Front Med (Lausanne). 2021 Jul 15;8:693567. doi: 10.3389/fmed.2021.693567. eCollection 2021.
This study constructed and demonstrated a model to predict the overall survival (OS) of newly diagnosed distant metastatic cervical cancer (mCC) patients. The SEER (Surveillance, Epidemiology, and End Results) database was used to collect the eligible data, which from 2010 to 2016. Then these data were separated into training and validation cohorts (7:3) randomly. Cox regression analyses was used to identify parameters significantly correlated with OS. Harrell's Concordance index (C-index), calibration curves, and decision curve analysis (DCA) were further applied to verify the performance of this model. A total of 2,091 eligible patients were enrolled and randomly split into training ( = 1,467) and validation ( = 624) cohorts. Multivariate analyses revealed that age, histology, T stage, tumor size, metastatic sites, local surgery, chemotherapy, and radiotherapy were independent prognostic parameters and were then used to build a nomogram for predicting 1 and 2-year OS. The C-index of training group and validation group was 0.714 and 0.707, respectively. The calibration curve demonstrated that the actual observation was in good agreement with the predicted results concluded by the nomogram model. Its clinical usefulness was further revealed by the DCAs. Based on the scores from the nomogram, a corresponding risk classification system was constructed. In the overall population, the median OS time was 23.0 months (95% confidence interval [CI], 20.5-25.5), 12.0 months (95% CI, 11.1-12.9), and 5.0 months (95% CI, 4.4-5.6), in the low-risk group, intermediate-risk group, and high-risk group, respectively. A novel nomogram and a risk classification system were established in this study, which purposed to predict the OS time with mCC patients. These tools could be applied to prognostic analysis and should be validated in future studies.

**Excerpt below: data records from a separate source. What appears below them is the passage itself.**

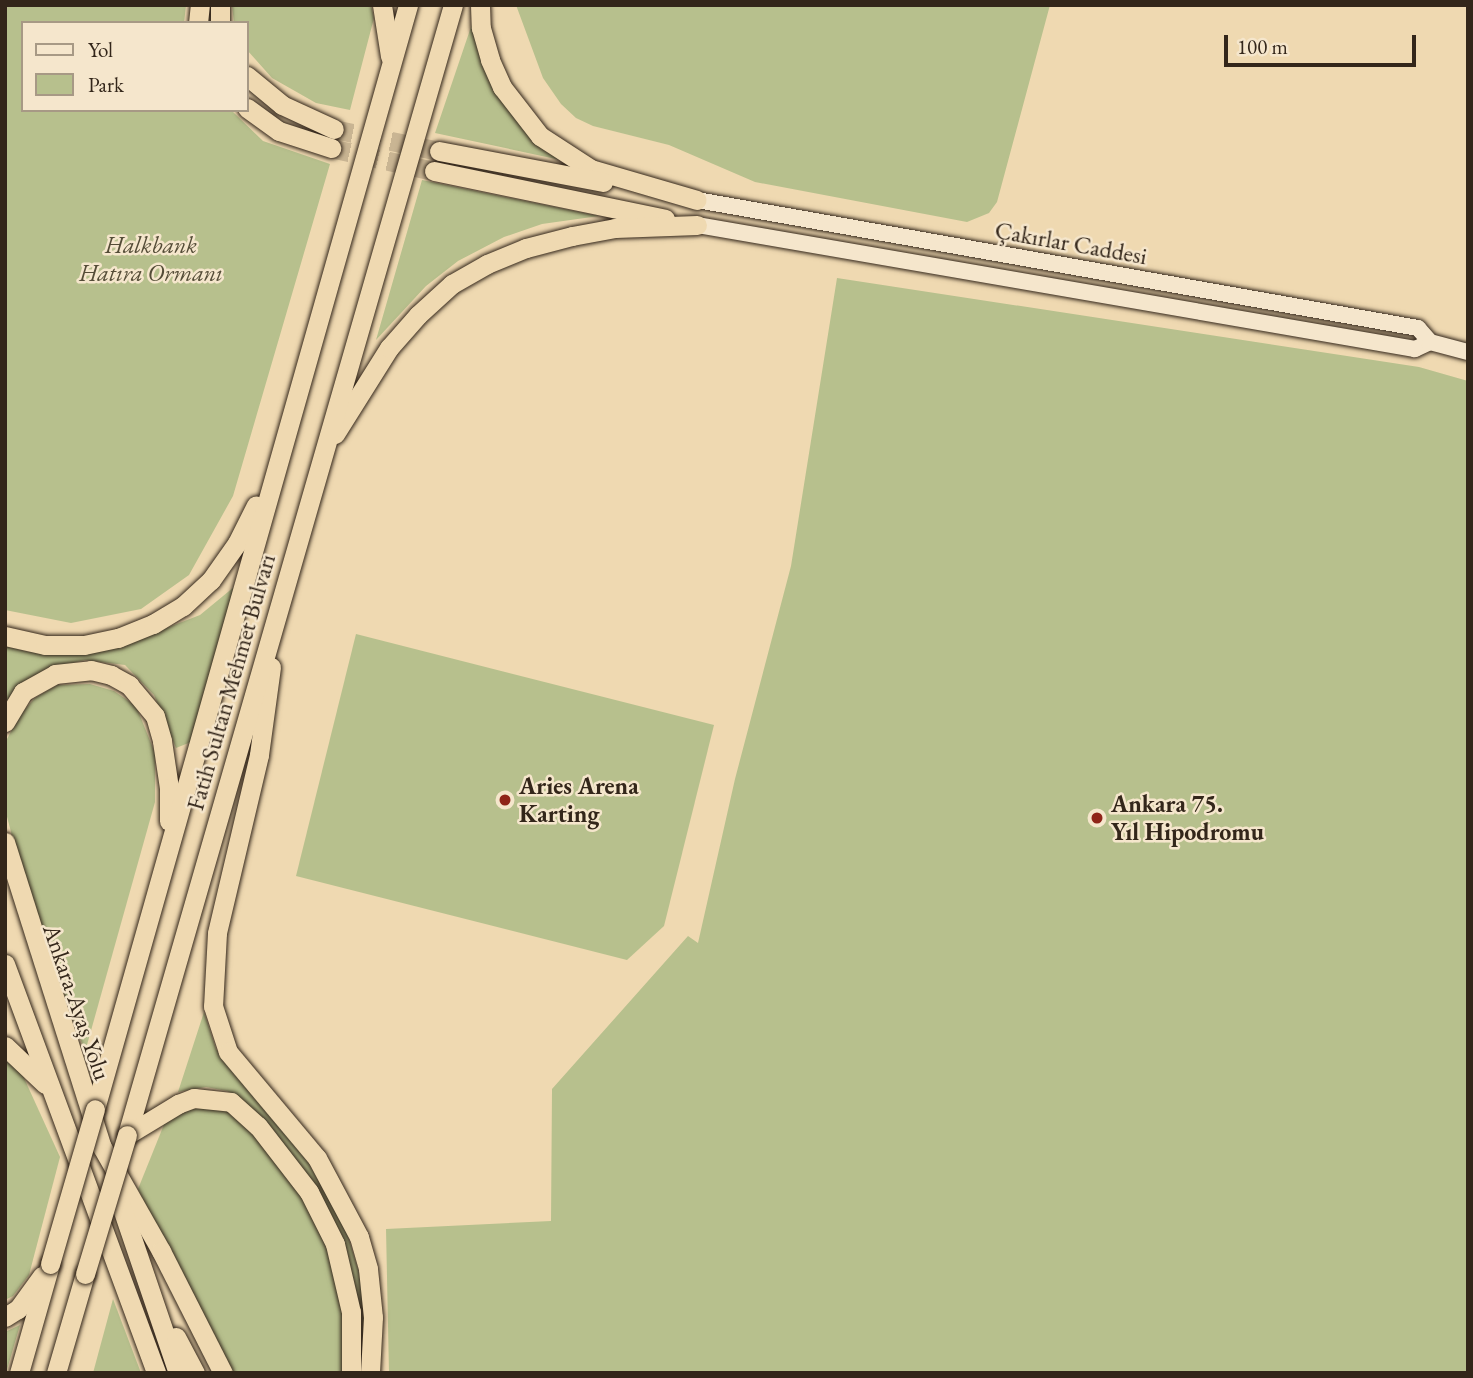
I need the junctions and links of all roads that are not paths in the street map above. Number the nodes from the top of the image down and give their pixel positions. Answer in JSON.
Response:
{"nodes":[{"id":1,"x":382,"y":5,"type":"edge"},
{"id":2,"x":408,"y":5,"type":"edge"},
{"id":3,"x":453,"y":5,"type":"edge"},
{"id":4,"x":480,"y":5,"type":"edge"},
{"id":5,"x":391,"y":65,"type":"junction"},
{"id":6,"x":248,"y":77,"type":"edge"},
{"id":7,"x":248,"y":109,"type":"edge"},
{"id":8,"x":439,"y":151,"type":"tunnel mouth"},
{"id":9,"x":434,"y":171,"type":"tunnel mouth"},
{"id":10,"x":697,"y":200,"type":"junction"},
{"id":11,"x":815,"y":221,"type":"junction"},
{"id":12,"x":697,"y":225,"type":"junction"},
{"id":13,"x":811,"y":245,"type":"junction"},
{"id":14,"x":1430,"y":342,"type":"junction"},
{"id":15,"x":1468,"y":352,"type":"edge"},
{"id":16,"x":319,"y":463,"type":"junction"},
{"id":17,"x":276,"y":466,"type":"junction"},
{"id":18,"x":280,"y":599,"type":"junction"},
{"id":19,"x":5,"y":636,"type":"edge"},
{"id":20,"x":5,"y":722,"type":"edge"},
{"id":21,"x":5,"y":842,"type":"edge"},
{"id":22,"x":169,"y":846,"type":"junction"},
{"id":23,"x":5,"y":874,"type":"edge"},
{"id":24,"x":5,"y":964,"type":"edge"},
{"id":25,"x":5,"y":1046,"type":"edge"},
{"id":26,"x":51,"y":1089,"type":"junction"},
{"id":27,"x":127,"y":1135,"type":"junction"},
{"id":28,"x":102,"y":1147,"type":"junction"},
{"id":29,"x":50,"y":1264,"type":"junction"},
{"id":30,"x":143,"y":1274,"type":"junction"},
{"id":31,"x":5,"y":1317,"type":"edge"},
{"id":32,"x":19,"y":1373,"type":"edge"},
{"id":33,"x":56,"y":1373,"type":"edge"},
{"id":34,"x":156,"y":1373,"type":"edge"},
{"id":35,"x":178,"y":1373,"type":"edge"},
{"id":36,"x":195,"y":1373,"type":"edge"},
{"id":37,"x":223,"y":1373,"type":"edge"},
{"id":38,"x":351,"y":1373,"type":"edge"},
{"id":39,"x":370,"y":1373,"type":"edge"}],
"edges":[{"from":1,"to":5,"type":"highway"},
{"from":2,"to":5,"type":"highway","name":"Fatih Sultan Mehmet Bulvarı"},
{"from":3,"to":16,"type":"highway","name":"Fatih Sultan Mehmet Bulvarı"},
{"from":4,"to":10,"type":"highway"},
{"from":5,"to":17,"type":"highway","name":"Fatih Sultan Mehmet Bulvarı"},
{"from":6,"to":7,"type":"highway"},
{"from":8,"to":10,"type":"highway"},
{"from":9,"to":12,"type":"highway"},
{"from":10,"to":11,"type":"main road","name":"Çakırlar Caddesi"},
{"from":11,"to":13,"type":"main road"},
{"from":11,"to":14,"type":"main road","name":"Çakırlar Caddesi"},
{"from":12,"to":13,"type":"main road","name":"Çakırlar Caddesi"},
{"from":12,"to":16,"type":"highway"},
{"from":13,"to":14,"type":"main road","name":"Çakırlar Caddesi"},
{"from":14,"to":15,"type":"main road","name":"Çakırlar Caddesi"},
{"from":16,"to":18,"type":"highway","name":"Fatih Sultan Mehmet Bulvarı"},
{"from":17,"to":19,"type":"highway"},
{"from":17,"to":22,"type":"highway","name":"Fatih Sultan Mehmet Bulvarı"},
{"from":18,"to":27,"type":"highway","name":"Fatih Sultan Mehmet Bulvarı"},
{"from":18,"to":39,"type":"highway"},
{"from":20,"to":22,"type":"highway"},
{"from":21,"to":28,"type":"highway"},
{"from":22,"to":29,"type":"highway","name":"Fatih Sultan Mehmet Bulvarı","bridge":true},
{"from":23,"to":28,"type":"highway","name":"Ankara-Ayaş Yolu"},
{"from":24,"to":26,"type":"highway"},
{"from":25,"to":26,"type":"highway"},
{"from":26,"to":34,"type":"highway"},
{"from":27,"to":33,"type":"highway","name":"Fatih Sultan Mehmet Bulvarı","bridge":true},
{"from":27,"to":38,"type":"highway"},
{"from":28,"to":30,"type":"highway"},
{"from":28,"to":37,"type":"highway"},
{"from":29,"to":31,"type":"highway"},
{"from":29,"to":32,"type":"highway","name":"Fatih Sultan Mehmet Bulvarı"},
{"from":30,"to":35,"type":"highway"},
{"from":30,"to":36,"type":"highway"}]}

本研究构建并验证了一个用于预测新诊断的远处转移性宫颈癌(mCC)患者总生存期(OS)的模型。使用监测、流行病学和最终结果(SEER)数据库收集2010年至2016年的合格数据。然后将这些数据随机分为训练队列和验证队列(7:3)。采用Cox回归分析确定与OS显著相关的参数。进一步应用Harrell一致性指数(C指数)、校准曲线和决策曲线分析(DCA)来验证该模型的性能。共纳入2091例合格患者,并随机分为训练队列(n = 1467)和验证队列(n = 624)。多因素分析显示,年龄、组织学类型、T分期、肿瘤大小、转移部位、局部手术、化疗和放疗是独立的预后参数,随后用于构建预测1年和2年OS的列线图。训练组和验证组的C指数分别为0.714和0.707。校准曲线表明实际观察结果与列线图模型得出的预测结果高度一致。DCA进一步揭示了其临床实用性。根据列线图的得分,构建了相应的风险分类系统。在总体人群中,低风险组、中风险组和高风险组的中位OS时间分别为23.0个月(95%置信区间[CI],20.5 - 25.5)、12.0个月(95%CI,11.1 - 12.9)和5.0个月(95%CI,4.4 - 5.6)。本研究建立了一种新型列线图和风险分类系统,旨在预测mCC患者的OS时间。这些工具可应用于预后分析,应在未来研究中进行验证。